Reflection measurements are based on the idea that different energies have different penetration depths when samples are measured in reflection geometry.
As such, each peak delivers information over a different depth range in the material. The information derived from diffraction peaks is actually a convolution of the Beer-Lambert law with the property gradient measured (lattice spacing, phase volume, etc.), and can be deconvolved through an inverse Laplace transform.
The depth positions analyzed on a measurement are given by the energies of the peaks collected. Optimization of reflection measurements involve „positioning” diffraction peaks in energies which probe the desired depths. As such, reflection measurement optimization is based on 2th selection.
As an example, the diagram below shows the energy positions for diffraction peaks of a steel ferritic phase as a function of 2th. The colour scale on the background shows the attenuation length as a function of energy and 2th on a low alloy steel. Only the first 15 lower order peaks are shown, higher order peaks cannot typically be discerned from the background. As can be seen, there is a trade-off between near surface data density and maximum penetration depth.
For routine experiments, the attenuation depths available for different materials are shown below. Lesser attenuation depths can be obtained with asymmetric reflection.
| Material | Min penetration depth (µm) | Max penetration depth (µm) |
|---|---|---|
| Al | 75 | 850 |
| Ti | 10 | 450 |
| Fe | 5 | 250 |
| Ni | 3 | 180 |
The first step of any experiment is to optimize the measurement conditions, bearing in mind the science case addressed. The beamline staff generally performs this with the users. When preparing a proposal, please allocate at least half a shift for this optimization.
Measurement times:
The reflection geometry yields high scattering intensity, and as such, most experiments can be done with an exposure time of ~ 1s. The limiting factor for exposure rate is detector saturation rather than incident intensity.
- Longer exposure times are needed when observation of low relative intensity peaks is needed (low structure factor, low phase volume fraction, etc.).
- For in-situ experiments, exposure times of 0.02 s have been successfully used.
Please discuss with beamline staff if an acquisition rate higher than 1 Hz is needed.
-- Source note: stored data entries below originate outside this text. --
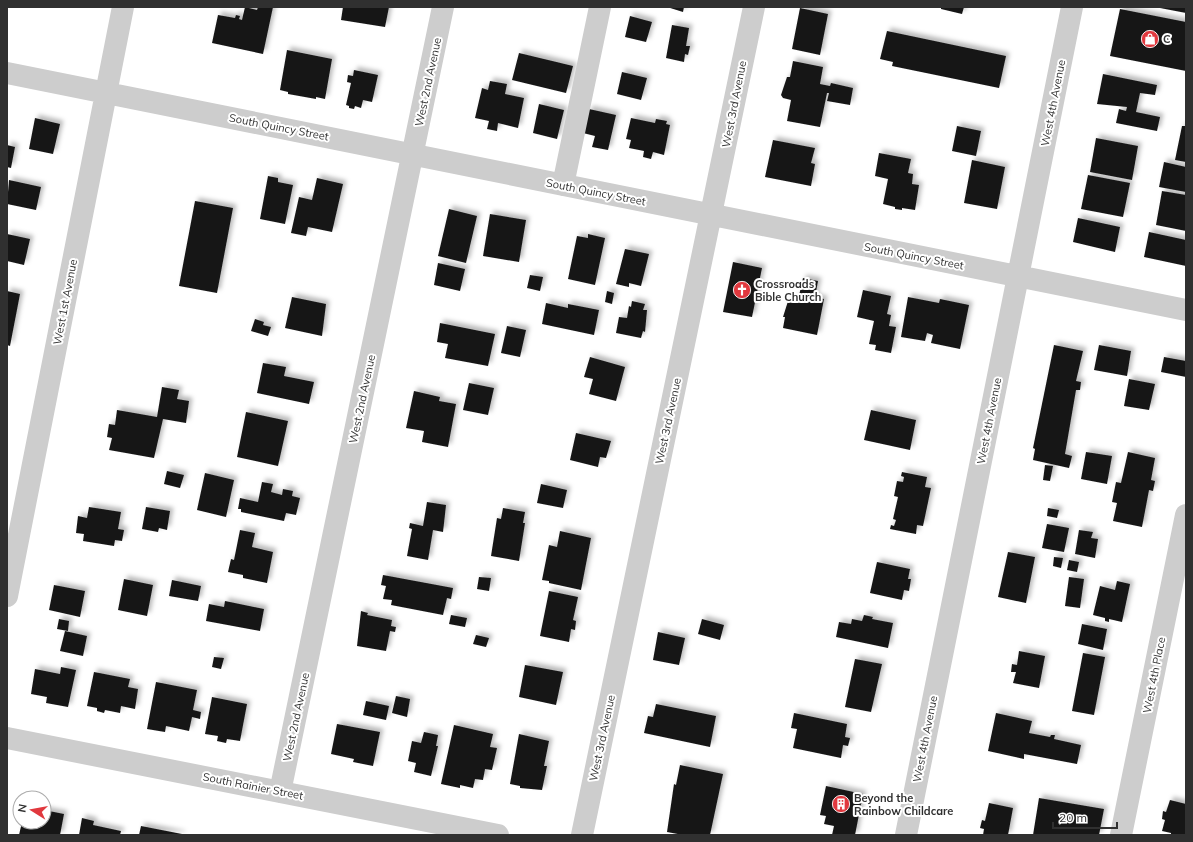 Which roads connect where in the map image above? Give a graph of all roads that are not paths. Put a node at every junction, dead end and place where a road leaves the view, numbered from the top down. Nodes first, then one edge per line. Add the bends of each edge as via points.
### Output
1 (123, 7) edge
2 (443, 7) edge
3 (600, 7) edge
4 (754, 7) edge
5 (1072, 7) edge
6 (7, 73) edge
7 (106, 92) junction
8 (413, 154) junction
9 (563, 185) junction
10 (712, 215) junction
11 (1018, 277) junction
12 (1186, 310) edge
13 (1186, 515) edge
14 (7, 596) edge
15 (7, 738) edge
16 (280, 792) junction
17 (498, 835) edge
18 (582, 835) edge
19 (906, 835) edge
20 (1121, 835) edge

1 - 7 street, West 1st Avenue
2 - 8 street, West 2nd Avenue
3 - 9 street
4 - 10 street, West 3rd Avenue
5 - 11 street, West 4th Avenue
6 - 7 street, South Quincy Street
7 - 8 street, South Quincy Street
7 - 14 street, West 1st Avenue
8 - 9 street, South Quincy Street
8 - 16 street, West 2nd Avenue
9 - 10 street, South Quincy Street
10 - 11 street, South Quincy Street
10 - 18 street, West 3rd Avenue
11 - 12 street, South Quincy Street
11 - 19 street, West 4th Avenue
13 - 20 street, West 4th Place
15 - 16 street, South Rainier Street
16 - 17 street, South Rainier Street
Depth resolved stress determination
ψ scans in reflection geometry allow the determination of near surface stress gradients (more information at https://doi.org/10.1016/j.msea.2003.09.073). ψ scans can be done at different φ positions to obtain different stress gradient components. Alternatively, full pole figures can be measured. The beamline has own software for the data analysis using the Modified Multiwavelength Method.